====== Excerpted records ======

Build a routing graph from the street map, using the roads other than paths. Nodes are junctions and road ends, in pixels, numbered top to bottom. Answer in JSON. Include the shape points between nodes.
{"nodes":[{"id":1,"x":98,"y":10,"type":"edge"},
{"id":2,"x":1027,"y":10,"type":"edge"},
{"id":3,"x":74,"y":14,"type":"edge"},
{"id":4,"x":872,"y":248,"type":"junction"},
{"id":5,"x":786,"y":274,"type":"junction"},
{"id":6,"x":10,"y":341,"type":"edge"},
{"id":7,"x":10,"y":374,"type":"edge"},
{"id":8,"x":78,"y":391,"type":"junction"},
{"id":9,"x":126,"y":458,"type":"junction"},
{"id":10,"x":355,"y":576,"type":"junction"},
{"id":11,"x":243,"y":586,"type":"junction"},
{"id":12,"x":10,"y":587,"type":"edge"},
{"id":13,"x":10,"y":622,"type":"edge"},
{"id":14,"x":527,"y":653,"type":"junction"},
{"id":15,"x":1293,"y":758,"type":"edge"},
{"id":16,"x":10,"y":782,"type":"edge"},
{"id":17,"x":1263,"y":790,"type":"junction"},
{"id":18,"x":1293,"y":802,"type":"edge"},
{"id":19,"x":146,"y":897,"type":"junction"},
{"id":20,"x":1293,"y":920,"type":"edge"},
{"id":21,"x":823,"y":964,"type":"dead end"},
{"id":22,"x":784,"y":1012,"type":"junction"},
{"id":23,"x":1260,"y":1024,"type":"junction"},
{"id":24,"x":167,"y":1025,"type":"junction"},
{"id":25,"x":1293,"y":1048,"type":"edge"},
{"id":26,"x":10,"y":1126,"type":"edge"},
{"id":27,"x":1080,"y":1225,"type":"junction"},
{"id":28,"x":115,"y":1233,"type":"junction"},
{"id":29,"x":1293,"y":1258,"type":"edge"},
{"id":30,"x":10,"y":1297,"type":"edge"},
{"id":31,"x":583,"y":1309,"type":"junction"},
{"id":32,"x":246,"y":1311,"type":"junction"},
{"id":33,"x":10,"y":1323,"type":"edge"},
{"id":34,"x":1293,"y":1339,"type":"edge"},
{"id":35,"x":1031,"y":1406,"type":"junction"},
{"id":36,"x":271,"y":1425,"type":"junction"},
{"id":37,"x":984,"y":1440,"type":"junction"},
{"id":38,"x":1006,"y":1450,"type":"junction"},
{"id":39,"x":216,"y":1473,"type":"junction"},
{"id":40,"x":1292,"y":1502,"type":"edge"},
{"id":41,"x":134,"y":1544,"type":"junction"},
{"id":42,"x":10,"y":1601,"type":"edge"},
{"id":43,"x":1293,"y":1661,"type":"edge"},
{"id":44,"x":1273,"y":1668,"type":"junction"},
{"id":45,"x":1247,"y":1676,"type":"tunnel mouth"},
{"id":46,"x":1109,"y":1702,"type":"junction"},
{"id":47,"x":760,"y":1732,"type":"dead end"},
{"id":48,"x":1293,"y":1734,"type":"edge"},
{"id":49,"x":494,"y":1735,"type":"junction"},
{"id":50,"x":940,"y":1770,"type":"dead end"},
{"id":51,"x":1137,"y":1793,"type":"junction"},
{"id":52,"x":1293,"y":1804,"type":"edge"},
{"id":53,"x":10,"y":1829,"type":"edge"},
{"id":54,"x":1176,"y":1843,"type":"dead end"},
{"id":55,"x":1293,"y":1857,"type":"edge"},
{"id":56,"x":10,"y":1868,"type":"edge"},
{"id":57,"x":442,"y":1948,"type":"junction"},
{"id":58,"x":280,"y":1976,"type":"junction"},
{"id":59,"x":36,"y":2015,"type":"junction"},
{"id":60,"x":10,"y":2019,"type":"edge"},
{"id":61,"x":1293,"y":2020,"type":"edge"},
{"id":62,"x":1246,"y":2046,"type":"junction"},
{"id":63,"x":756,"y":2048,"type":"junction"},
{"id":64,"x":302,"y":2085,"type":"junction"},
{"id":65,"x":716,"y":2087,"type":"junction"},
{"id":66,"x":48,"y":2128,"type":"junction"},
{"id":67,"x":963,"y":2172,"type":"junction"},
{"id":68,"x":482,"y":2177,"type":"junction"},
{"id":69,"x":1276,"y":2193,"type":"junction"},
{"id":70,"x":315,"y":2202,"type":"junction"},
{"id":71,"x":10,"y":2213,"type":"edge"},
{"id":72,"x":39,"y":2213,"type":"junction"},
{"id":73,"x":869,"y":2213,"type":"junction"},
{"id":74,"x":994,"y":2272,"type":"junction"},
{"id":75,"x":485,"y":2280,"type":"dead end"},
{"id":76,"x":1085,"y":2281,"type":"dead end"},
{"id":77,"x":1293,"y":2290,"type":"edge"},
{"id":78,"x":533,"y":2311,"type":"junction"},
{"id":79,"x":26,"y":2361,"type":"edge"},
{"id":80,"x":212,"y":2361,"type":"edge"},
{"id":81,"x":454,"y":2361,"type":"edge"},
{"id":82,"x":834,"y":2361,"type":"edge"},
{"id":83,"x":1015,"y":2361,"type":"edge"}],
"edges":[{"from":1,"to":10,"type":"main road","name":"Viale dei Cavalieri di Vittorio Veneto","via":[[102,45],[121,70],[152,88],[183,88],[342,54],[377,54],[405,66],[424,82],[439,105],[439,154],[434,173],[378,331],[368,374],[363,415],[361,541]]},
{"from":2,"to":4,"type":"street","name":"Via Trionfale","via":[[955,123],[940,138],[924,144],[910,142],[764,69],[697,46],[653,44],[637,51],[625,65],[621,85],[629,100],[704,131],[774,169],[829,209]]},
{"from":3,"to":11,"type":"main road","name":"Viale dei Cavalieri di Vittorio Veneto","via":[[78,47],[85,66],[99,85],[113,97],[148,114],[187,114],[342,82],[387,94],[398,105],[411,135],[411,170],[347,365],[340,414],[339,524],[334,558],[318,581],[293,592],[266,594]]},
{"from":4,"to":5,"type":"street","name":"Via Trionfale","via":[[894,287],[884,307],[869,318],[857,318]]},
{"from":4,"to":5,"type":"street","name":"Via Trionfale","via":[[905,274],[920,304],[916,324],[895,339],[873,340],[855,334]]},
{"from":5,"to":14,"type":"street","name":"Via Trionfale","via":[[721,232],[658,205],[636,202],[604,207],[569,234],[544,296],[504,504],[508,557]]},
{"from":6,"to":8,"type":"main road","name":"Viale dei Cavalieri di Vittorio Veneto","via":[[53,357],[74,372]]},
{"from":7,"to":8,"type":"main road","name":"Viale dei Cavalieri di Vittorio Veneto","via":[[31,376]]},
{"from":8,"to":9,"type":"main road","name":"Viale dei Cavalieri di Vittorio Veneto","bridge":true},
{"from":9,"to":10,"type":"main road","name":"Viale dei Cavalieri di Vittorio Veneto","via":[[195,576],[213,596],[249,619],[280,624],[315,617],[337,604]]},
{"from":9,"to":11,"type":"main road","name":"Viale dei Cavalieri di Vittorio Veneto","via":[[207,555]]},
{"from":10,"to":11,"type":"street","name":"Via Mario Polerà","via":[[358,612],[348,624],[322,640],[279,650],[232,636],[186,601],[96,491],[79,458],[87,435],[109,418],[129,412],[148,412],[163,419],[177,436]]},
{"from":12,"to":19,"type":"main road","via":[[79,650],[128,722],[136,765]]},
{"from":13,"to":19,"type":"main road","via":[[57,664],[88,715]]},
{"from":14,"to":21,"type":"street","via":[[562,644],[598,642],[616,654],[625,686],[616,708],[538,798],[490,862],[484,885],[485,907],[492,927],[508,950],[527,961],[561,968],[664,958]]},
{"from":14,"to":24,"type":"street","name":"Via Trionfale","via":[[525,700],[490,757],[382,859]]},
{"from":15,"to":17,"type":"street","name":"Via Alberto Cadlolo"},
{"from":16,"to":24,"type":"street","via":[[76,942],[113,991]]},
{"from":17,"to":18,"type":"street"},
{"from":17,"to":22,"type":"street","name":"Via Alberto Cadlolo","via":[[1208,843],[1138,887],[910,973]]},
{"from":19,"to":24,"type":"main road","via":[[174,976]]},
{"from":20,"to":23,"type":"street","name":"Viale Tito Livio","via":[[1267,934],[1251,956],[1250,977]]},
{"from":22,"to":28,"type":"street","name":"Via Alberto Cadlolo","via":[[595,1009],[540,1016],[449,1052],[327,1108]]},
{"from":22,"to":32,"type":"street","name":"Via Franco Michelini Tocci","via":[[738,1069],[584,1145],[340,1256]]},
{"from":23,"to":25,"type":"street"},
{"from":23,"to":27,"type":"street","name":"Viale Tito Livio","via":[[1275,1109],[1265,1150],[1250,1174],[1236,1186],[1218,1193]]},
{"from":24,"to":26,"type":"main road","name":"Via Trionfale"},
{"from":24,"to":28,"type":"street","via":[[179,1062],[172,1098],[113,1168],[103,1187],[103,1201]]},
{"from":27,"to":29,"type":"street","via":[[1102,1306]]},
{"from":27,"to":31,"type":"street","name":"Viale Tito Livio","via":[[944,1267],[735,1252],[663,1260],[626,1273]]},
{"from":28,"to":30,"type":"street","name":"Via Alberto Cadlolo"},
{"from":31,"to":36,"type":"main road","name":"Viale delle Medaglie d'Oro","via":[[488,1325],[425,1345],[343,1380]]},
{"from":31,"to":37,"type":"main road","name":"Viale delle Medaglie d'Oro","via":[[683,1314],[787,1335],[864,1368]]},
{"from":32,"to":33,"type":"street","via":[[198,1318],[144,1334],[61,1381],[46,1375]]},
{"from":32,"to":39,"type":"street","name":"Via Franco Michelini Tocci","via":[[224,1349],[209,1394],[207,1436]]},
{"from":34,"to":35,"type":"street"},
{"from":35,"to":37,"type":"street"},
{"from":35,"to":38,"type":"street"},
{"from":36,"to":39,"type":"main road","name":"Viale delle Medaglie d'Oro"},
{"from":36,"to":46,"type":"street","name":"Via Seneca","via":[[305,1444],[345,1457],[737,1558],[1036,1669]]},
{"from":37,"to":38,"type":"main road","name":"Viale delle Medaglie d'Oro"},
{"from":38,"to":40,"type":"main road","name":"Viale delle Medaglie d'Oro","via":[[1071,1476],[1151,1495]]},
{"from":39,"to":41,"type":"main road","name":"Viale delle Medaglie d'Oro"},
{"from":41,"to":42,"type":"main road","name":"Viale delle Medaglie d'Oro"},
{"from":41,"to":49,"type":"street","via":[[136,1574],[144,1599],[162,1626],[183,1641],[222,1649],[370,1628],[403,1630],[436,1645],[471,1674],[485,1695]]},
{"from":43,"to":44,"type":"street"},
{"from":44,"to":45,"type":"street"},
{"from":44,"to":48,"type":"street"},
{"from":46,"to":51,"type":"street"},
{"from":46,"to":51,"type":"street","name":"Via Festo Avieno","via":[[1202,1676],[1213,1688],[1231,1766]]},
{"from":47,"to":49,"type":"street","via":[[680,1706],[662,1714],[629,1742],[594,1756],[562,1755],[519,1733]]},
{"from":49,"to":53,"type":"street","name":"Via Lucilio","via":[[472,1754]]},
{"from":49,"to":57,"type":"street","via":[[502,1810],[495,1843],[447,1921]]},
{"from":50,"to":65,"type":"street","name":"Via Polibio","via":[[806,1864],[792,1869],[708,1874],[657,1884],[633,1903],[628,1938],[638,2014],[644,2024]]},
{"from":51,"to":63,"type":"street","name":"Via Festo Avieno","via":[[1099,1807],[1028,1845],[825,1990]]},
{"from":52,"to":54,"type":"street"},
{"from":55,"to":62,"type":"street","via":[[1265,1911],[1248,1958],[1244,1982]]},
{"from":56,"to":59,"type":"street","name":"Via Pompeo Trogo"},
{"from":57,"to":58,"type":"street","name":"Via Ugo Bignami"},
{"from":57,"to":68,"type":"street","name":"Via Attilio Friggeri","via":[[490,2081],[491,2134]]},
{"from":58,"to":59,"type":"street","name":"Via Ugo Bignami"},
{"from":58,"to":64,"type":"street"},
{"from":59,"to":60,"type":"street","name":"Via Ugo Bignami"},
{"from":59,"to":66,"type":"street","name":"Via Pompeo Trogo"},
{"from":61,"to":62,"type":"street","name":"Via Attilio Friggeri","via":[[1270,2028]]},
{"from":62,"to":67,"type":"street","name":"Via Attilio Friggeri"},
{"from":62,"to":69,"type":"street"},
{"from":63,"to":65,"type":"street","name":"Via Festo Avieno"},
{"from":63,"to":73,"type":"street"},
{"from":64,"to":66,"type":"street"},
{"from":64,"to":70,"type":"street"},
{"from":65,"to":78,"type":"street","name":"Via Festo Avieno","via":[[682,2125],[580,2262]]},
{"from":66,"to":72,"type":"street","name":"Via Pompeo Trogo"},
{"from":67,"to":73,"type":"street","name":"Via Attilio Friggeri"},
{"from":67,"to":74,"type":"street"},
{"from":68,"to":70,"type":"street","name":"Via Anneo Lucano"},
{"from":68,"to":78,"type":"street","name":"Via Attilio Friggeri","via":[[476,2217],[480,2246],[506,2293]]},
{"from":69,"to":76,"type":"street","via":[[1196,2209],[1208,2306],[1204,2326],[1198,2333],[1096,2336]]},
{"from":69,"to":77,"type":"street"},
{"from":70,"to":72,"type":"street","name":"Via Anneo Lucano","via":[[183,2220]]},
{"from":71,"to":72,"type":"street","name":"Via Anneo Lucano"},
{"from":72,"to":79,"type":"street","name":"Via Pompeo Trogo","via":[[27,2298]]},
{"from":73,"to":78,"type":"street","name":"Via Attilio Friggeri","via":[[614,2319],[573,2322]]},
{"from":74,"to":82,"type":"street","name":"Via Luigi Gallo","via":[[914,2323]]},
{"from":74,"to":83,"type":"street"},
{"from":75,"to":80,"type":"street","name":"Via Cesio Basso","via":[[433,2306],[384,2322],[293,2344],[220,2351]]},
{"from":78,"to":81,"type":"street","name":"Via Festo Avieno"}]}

======

• **Work to be completed**: Show every line above in which the word "Lucano" occurs.

• **Solution below**:
{"from":68,"to":70,"type":"street","name":"Via Anneo Lucano"},
{"from":70,"to":72,"type":"street","name":"Via Anneo Lucano","via":[[183,2220]]},
{"from":71,"to":72,"type":"street","name":"Via Anneo Lucano"},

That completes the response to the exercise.